The Canteen

Choice 1
“The Canteen” 1987/ 1988

The great thing about schooling in France has to be the canteen. No lunch box here, I am talking proper refectory, with chefs, commis and a couple of lovely dinner ladies. Believe me; I have eaten in worse restaurants, with worse service! The head chef, Mr Raymond, was a big brash colourful character, quite partial to kids who acknowledged and complemented on his trade; as a reward, he would look at you with a doubtful pouting frown and a raised eyebrow, before topping your plate with extra sauce or roasted potatoes.

Choice 4
“More sauce sir?” “More?”

“Chips” had been banned the previous year by the new Principal as “it was making the pupils way too excited”. That’s right my friends, it was hard to catch a break in those days and the line between fun and felony was very thin. There was also the younger and very friendly Julie on starters and desserts, with her amazingly voluptuous 80’s red curly perm; in her defense, it was 1987, a time when some young men and women would drive their badly pimped cars, with fluffy stirring wheels and their names stuck on top of the windscreen. That is how we knew her name and she played the game of pretending to be surprised, every time very well. My friend Jerome and I enjoyed a few giggles with our favourite lunch lady, she had a soft spot for him, maybe because he was genuinely funny or just a bit short for his age, or maybe both; who cares, there was nearly always a second dessert kept for us, given with a charming complicit wink. This wasn’t a school for God sake, it was a freaking penitentiary!

Jules Simon
College Jules Simon…

In the fortress that was this secondary school (10 to 14 years old), pupils were separated in three groups, depending on how close you lived from the College. “Externs” were allowed to leave the compound from 12 to 1:45 pm for their lunch breaks, the others, interns or like myself “semi-interns”, were to stay inside the yard, waiting for their group to be called on the loud speaker phones. Escaping was futile and the penalty for going AWOL for a quick lunch outside, was not worth the crime for simple freedom; plus our attendance in the refectory was recorded so any escapade was futile and promised to be doomed.  The problem was, feeding hundreds of kids in an hour and thirty minutes was a bit of a logistical nightmare; you might be lucky to go first one day, you might eat last the next. Those were the fair rules; we knew that and took it on the chin. It was 5 hours since most of us had breakfast and we had to rely on an unusual and just about tolerated practice to snack until our late lunch.

Choice 3
Chicken and roasties in “The Canteen”.

About fifty meters from the heavy ten feet tall metal fence, was a little bakery. We bought our sweets there in the early morning, it was our currency, a way to keep the potential bully sweet and on your side, also a great way to chat up the girl you liked in class. Little beings have customs too you know! The plan was simple. You stand at the gate and with your saddest of looks and misdemeanour, ask a passerby, preferably an old lady, if they could take your two Francs coin to the bakery and buy a baguette for us to share.
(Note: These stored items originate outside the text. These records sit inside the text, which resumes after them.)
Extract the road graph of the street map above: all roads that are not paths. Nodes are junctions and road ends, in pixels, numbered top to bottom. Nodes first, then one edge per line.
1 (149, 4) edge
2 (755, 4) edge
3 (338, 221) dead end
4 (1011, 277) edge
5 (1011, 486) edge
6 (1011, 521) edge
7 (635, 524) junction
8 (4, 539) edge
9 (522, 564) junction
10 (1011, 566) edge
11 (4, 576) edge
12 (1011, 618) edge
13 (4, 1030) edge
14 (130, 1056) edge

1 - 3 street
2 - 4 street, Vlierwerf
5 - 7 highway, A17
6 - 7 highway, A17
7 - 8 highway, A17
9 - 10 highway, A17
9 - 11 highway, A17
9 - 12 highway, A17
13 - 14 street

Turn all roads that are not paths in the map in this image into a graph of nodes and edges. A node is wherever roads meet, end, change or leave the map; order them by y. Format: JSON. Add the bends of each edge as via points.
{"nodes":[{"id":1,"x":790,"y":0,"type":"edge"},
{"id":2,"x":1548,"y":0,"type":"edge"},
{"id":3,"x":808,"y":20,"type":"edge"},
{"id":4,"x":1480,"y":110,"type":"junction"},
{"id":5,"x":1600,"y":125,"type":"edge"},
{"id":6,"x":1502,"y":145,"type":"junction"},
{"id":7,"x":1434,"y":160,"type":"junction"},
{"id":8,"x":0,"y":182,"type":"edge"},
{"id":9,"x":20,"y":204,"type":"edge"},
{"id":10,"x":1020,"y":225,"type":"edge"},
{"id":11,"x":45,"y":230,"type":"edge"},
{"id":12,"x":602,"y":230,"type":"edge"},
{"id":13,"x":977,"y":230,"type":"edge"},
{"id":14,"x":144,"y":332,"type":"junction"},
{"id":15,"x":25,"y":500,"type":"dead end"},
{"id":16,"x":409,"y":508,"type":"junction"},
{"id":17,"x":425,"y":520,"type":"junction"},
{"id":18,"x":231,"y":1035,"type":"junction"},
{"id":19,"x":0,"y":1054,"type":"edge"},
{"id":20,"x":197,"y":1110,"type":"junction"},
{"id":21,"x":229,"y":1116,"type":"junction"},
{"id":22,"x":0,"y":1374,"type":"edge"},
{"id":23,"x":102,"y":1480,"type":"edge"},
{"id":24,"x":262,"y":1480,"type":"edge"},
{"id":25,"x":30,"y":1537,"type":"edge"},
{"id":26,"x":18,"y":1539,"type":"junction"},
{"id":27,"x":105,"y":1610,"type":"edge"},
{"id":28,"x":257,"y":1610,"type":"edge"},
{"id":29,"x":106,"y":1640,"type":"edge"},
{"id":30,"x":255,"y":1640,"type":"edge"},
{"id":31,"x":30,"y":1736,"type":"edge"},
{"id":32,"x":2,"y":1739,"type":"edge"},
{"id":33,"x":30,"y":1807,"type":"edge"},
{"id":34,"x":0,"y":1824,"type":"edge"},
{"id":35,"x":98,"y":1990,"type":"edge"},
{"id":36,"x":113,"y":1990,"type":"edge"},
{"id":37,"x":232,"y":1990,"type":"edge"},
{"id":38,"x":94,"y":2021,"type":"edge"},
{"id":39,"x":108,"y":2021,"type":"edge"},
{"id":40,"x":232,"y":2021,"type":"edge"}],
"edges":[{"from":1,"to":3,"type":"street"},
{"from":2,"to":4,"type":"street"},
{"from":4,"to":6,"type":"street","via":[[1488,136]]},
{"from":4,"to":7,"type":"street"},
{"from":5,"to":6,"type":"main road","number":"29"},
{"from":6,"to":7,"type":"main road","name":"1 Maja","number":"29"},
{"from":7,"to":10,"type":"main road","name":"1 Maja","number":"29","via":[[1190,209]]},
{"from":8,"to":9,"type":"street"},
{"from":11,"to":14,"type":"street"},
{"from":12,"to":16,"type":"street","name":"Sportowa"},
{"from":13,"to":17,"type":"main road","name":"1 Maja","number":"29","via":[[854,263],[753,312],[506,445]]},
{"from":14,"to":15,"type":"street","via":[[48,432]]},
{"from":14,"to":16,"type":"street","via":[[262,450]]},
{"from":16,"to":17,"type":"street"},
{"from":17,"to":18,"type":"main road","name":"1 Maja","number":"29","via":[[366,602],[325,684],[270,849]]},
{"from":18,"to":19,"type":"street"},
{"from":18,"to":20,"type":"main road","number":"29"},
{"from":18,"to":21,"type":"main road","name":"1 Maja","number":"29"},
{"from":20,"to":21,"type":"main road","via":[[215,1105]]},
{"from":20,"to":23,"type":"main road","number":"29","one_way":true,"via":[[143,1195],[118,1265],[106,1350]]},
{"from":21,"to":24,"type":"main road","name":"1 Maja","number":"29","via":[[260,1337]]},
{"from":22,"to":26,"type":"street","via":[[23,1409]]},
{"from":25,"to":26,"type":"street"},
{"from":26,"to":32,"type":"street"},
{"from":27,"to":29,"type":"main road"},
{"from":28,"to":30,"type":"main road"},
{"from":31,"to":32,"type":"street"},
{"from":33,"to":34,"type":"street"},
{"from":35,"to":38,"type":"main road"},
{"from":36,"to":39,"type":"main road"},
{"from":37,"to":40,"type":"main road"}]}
This wasn’t begging, it was an honest request, a life saving imploration from one young inmate to a compassionate emphatic soul… Ok, ok, it was kind of begging. I found out later, and this is a typical French nonsensical business paradox, that she complained to the Principal that she was running out of baguettes for her customers… The cow! She was making a small fortune with over 600 kids schooled next door. It almost saw our privilege being taken away from us; rumours were spreading like wild fire, the consequences of having our lunch hours without a surviving baguette would be without precedent. This was war!

Choice 4
Homemade rustic baguette, French style

I believe our Warden Principal agreed to meet her over in the school’s main offices a couple of weeks later; he came up with a clear but manageable plan to keep everybody happy; he was a visionary, a man before his time, a real entrepreneur… A leader! He just told her: “Why don’t you tell your husband to bake more baguettes?”…  And that was the end of that my friends!

Choice 2
Young “Hungry Breton”… How could you say no to that little face…

Keep Well and Eat Happy,

Slán Tamall

Franck

Post scriptum: All photos are from Hungry Breton, apart from the college which came from an old postcard. I haven’t invented time travel yet!

 

8 thoughts on “The Canteen

  1. Jules Simon looks straight out of a film! How picturesque. Oh how I wish I had such fond lunch memories in my school days. I can guarantee I would have been right there with you begging for a loaf of bread!

    1. Yes, it was quite a place for a National School. I couldn’t help thinking about Andy Dufresne and his friend Red, kicking dirt in Shawshank… It would have been a pleasure to break bread with you my friend ( or baguettes) Thanks for reading! 🙂

  2. How times have changed! The young folk of today would turn up their noses at bread unless it had half a pound of chicken in it, and was accompanied with a bag of Tayto and a can of coke. Lovely piece, as always.

  3. Franck, what a brilliantly nostalgic look back at life in the 80’s:-) What a fond network of memories you have from days of old & told in a way that makes me feel like I was there myself.